II Corinthians 3:15-18 But even to this day, when Moses is read, the veil lies on their heart. Nevertheless when one turns to the Lord, the veil shall be taken away. Now the Lord is the Spirit; and where the Spirit of the Lord is, there is liberty. But we all, with unveiled face, beholding as in a mirror the glory of the Lord, are being transformed into the same image from glory to glory, just as by the Spirit of the Lord.

Hebrews 12:14 Follow peace with all people, and holiness, without which no one will see the Lord.

Is it important, or what?

There have been succinct statements regarding other issues, but here is one that shows holiness' overriding importance. Holiness is the very excellency of the divine nature. Holiness is the very antithesis of all moral blemishes and defilement. Sin's deceitfulness blocks our vision, and so in order to see God, we have to strive to remove sin from our lives.
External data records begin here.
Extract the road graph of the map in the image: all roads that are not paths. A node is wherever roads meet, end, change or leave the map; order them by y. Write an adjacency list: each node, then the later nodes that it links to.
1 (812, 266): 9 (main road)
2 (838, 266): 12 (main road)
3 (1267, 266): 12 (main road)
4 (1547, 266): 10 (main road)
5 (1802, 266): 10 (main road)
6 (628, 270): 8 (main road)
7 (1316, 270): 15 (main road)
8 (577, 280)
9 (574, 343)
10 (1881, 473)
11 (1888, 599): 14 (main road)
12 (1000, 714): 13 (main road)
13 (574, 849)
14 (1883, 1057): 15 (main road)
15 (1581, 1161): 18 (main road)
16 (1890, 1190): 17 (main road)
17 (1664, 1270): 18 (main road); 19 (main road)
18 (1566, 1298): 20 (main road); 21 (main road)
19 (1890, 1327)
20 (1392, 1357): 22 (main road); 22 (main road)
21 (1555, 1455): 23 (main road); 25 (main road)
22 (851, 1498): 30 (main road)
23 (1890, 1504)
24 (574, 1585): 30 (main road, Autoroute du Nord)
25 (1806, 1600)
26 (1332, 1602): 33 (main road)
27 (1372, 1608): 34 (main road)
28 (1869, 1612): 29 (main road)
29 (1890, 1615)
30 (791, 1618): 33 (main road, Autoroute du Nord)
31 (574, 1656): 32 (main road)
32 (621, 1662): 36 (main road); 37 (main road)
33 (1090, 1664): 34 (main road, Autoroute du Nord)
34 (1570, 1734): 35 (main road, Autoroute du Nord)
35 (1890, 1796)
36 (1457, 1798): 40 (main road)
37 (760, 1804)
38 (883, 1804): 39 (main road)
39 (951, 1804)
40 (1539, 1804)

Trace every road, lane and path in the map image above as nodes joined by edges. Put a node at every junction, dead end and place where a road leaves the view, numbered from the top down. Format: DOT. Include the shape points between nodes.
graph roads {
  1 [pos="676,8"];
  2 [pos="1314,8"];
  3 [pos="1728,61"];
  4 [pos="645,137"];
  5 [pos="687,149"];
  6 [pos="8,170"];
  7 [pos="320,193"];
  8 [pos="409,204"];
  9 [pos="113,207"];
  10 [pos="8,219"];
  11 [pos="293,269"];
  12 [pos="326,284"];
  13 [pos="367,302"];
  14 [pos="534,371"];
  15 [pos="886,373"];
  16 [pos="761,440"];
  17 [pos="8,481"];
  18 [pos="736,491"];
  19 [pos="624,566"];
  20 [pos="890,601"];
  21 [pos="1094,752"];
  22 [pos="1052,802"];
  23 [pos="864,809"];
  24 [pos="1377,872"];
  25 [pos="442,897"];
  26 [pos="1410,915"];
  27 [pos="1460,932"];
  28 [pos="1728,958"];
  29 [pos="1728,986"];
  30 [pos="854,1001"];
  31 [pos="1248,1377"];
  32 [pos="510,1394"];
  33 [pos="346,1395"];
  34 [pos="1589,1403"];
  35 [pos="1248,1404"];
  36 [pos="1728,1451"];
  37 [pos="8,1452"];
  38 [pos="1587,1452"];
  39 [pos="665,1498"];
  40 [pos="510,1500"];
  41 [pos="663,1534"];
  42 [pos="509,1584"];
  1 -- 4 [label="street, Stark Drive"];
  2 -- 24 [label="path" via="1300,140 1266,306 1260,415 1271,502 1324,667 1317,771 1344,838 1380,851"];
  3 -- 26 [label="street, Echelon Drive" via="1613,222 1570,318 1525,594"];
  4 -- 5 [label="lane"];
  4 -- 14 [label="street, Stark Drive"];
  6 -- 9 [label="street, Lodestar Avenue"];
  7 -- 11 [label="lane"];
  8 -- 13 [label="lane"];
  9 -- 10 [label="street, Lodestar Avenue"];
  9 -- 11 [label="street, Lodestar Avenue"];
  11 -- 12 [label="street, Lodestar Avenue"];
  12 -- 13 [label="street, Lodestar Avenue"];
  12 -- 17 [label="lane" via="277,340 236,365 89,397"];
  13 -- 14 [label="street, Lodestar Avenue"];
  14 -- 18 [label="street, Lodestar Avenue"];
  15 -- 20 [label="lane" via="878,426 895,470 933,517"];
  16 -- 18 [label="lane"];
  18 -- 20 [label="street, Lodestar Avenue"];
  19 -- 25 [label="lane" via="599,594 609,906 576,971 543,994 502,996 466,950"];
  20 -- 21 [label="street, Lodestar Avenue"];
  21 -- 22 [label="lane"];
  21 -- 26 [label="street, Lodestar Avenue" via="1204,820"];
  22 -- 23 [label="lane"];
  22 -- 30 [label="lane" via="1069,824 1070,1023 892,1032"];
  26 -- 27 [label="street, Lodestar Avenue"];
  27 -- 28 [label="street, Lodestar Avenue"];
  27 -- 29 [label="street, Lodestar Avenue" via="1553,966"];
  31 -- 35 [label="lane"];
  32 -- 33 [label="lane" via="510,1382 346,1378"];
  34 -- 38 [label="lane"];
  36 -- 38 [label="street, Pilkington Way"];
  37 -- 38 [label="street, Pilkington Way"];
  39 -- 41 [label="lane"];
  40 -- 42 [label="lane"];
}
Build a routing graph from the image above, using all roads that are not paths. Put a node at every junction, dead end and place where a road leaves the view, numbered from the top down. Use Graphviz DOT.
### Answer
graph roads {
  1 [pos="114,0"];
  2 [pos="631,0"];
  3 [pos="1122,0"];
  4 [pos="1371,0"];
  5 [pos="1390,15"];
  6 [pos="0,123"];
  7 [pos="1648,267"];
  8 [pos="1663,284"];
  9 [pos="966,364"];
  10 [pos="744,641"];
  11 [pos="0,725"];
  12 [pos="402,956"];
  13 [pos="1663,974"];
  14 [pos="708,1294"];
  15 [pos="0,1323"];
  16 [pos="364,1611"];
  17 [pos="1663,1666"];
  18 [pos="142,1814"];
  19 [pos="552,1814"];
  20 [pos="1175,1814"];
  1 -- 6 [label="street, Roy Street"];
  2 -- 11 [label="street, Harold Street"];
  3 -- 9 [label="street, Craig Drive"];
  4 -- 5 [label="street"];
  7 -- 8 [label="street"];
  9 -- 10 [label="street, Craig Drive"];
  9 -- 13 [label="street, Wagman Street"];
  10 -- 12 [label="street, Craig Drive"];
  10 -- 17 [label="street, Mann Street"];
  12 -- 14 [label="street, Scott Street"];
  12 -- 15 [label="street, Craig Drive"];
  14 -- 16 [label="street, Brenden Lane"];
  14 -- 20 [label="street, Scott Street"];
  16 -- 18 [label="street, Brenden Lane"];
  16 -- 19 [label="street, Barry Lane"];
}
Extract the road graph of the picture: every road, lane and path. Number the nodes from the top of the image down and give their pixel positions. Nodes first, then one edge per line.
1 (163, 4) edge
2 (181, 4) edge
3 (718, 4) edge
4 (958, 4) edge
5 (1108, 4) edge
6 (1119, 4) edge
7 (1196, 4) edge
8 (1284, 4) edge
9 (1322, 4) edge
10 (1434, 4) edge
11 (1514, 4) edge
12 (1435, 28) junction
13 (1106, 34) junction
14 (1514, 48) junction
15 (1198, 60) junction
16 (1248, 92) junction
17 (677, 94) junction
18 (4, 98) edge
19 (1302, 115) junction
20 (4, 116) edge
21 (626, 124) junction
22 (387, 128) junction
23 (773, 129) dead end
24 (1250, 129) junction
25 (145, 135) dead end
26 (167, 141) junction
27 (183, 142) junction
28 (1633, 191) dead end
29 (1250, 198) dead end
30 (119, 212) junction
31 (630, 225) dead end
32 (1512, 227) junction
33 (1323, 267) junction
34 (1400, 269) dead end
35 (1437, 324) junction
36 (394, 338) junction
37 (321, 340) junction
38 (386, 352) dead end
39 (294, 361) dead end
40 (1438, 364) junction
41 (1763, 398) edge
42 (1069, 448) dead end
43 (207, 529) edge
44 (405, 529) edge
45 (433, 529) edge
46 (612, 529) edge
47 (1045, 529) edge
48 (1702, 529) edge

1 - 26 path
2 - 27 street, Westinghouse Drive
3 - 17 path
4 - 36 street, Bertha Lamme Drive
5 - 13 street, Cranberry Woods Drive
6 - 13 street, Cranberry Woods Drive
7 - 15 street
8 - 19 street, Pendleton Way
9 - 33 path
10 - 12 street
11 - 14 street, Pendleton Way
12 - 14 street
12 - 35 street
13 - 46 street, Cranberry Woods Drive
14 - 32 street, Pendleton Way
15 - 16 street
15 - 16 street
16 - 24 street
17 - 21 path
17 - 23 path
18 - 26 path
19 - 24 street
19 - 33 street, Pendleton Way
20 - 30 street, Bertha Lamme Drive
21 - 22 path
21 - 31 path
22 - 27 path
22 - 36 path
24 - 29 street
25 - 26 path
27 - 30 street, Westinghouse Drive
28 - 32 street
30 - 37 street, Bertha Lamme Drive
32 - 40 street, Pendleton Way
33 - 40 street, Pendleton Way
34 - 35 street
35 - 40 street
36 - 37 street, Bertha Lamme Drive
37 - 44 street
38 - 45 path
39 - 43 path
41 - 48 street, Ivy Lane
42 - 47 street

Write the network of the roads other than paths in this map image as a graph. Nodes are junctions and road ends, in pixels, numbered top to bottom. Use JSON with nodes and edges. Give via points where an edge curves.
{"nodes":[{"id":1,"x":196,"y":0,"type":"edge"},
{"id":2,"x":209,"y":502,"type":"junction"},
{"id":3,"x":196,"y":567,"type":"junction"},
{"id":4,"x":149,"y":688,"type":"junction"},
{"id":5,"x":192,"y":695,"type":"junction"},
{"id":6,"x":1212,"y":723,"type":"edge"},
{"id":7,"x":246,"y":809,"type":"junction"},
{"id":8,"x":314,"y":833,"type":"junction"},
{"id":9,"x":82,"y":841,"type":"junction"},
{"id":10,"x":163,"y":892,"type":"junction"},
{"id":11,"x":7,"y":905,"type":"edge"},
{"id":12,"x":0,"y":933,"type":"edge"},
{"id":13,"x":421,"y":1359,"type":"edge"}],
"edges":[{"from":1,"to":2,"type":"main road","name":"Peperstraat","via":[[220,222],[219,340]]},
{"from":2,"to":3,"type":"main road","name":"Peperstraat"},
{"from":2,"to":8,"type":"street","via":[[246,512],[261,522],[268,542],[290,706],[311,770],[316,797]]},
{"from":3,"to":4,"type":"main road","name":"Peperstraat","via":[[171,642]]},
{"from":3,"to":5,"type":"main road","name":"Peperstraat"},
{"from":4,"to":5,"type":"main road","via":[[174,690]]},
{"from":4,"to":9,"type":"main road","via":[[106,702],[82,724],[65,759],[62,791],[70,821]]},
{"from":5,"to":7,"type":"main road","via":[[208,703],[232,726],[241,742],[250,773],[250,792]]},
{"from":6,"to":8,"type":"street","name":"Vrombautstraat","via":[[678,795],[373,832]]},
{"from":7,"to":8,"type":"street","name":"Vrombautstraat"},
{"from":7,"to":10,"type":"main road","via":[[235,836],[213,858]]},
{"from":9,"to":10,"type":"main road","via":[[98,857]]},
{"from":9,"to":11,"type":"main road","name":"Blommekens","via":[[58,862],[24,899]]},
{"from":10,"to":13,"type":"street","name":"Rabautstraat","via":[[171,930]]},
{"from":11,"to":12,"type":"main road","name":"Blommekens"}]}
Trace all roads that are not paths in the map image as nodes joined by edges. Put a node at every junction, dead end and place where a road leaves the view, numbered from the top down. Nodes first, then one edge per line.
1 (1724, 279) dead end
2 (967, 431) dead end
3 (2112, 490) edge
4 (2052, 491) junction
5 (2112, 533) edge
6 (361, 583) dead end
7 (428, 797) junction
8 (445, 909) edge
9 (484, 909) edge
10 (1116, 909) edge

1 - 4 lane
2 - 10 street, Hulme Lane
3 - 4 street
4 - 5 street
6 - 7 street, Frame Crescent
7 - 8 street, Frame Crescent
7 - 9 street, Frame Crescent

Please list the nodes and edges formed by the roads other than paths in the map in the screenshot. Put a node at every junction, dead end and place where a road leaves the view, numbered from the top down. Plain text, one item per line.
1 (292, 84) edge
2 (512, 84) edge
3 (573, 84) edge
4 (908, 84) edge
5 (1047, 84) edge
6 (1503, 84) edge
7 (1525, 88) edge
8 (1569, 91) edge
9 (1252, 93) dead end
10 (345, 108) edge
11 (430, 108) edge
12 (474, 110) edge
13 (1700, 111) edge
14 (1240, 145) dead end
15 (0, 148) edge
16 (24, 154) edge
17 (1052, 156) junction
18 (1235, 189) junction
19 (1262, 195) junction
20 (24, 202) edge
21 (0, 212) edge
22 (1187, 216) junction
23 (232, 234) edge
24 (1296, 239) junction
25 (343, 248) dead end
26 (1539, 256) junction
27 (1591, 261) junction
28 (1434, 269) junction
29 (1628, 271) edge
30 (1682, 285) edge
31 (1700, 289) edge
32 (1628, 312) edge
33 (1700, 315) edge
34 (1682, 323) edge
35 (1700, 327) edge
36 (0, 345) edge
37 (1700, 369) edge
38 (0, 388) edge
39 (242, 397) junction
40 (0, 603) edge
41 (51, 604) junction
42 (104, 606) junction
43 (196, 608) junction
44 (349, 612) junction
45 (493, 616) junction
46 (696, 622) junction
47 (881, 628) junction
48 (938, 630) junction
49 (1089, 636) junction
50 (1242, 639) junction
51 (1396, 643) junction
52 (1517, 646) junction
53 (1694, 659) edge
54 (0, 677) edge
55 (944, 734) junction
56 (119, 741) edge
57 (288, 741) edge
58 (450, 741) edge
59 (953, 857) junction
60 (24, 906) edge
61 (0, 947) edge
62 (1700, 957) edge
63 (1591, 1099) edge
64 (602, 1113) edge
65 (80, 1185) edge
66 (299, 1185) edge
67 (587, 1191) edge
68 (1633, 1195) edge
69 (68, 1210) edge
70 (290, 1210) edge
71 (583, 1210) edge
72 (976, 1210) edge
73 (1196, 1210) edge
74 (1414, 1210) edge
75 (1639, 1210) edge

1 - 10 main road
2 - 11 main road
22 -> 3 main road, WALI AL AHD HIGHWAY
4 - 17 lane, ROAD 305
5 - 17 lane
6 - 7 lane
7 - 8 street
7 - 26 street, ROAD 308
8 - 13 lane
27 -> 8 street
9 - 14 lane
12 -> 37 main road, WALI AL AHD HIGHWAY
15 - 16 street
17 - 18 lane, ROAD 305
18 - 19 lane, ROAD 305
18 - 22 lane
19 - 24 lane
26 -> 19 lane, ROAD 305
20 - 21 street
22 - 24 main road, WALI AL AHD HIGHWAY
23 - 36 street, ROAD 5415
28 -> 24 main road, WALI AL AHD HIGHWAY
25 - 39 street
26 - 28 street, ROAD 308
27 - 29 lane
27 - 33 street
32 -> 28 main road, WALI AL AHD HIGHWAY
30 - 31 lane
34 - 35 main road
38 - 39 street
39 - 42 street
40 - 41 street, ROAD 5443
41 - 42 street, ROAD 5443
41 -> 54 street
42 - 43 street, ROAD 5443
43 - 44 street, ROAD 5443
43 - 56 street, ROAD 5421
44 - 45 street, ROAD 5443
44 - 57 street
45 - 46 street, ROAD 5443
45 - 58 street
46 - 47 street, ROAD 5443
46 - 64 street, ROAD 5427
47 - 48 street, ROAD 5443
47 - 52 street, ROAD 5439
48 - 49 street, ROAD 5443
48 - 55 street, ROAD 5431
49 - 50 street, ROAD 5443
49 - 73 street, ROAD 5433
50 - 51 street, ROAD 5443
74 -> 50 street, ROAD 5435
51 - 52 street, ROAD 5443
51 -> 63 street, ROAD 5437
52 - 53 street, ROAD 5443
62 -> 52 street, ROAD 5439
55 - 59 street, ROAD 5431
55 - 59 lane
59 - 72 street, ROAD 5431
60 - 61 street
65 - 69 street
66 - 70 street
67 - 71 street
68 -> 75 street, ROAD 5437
Listen to this quote. It is from a man named Stephen Charnock, and he wrote this back in the 16th century. He said: "Power is God's arm. Omniscience is His eye. Mercy is His empathetic feeling. Eternity is His duration. Holiness is His beauty."

And that is the way it says in the Bible—"The beauty of holiness." Holiness is the beauty of all of His other attributes. It is the rule of all of His actions.

It is interesting that in the Bible that we are not bidden to be omnipotent. We are not bidden to be omniscient as God is, but we are bidden to be holy in all manner of conduct.

Summary:

1. Holiness is transcendent and powerful purity.

2. Only God is truly holy.

3. God can put us into a state of holiness by sanctifying us to His use.

4. Holiness must be perfected.

5. God's Spirit, fellowship with God, and faith and humility, which produces obedience, are the means by which holiness is perfected.

6. Perfecting holiness is the process by which we are transformed from the glory of man to the glory God.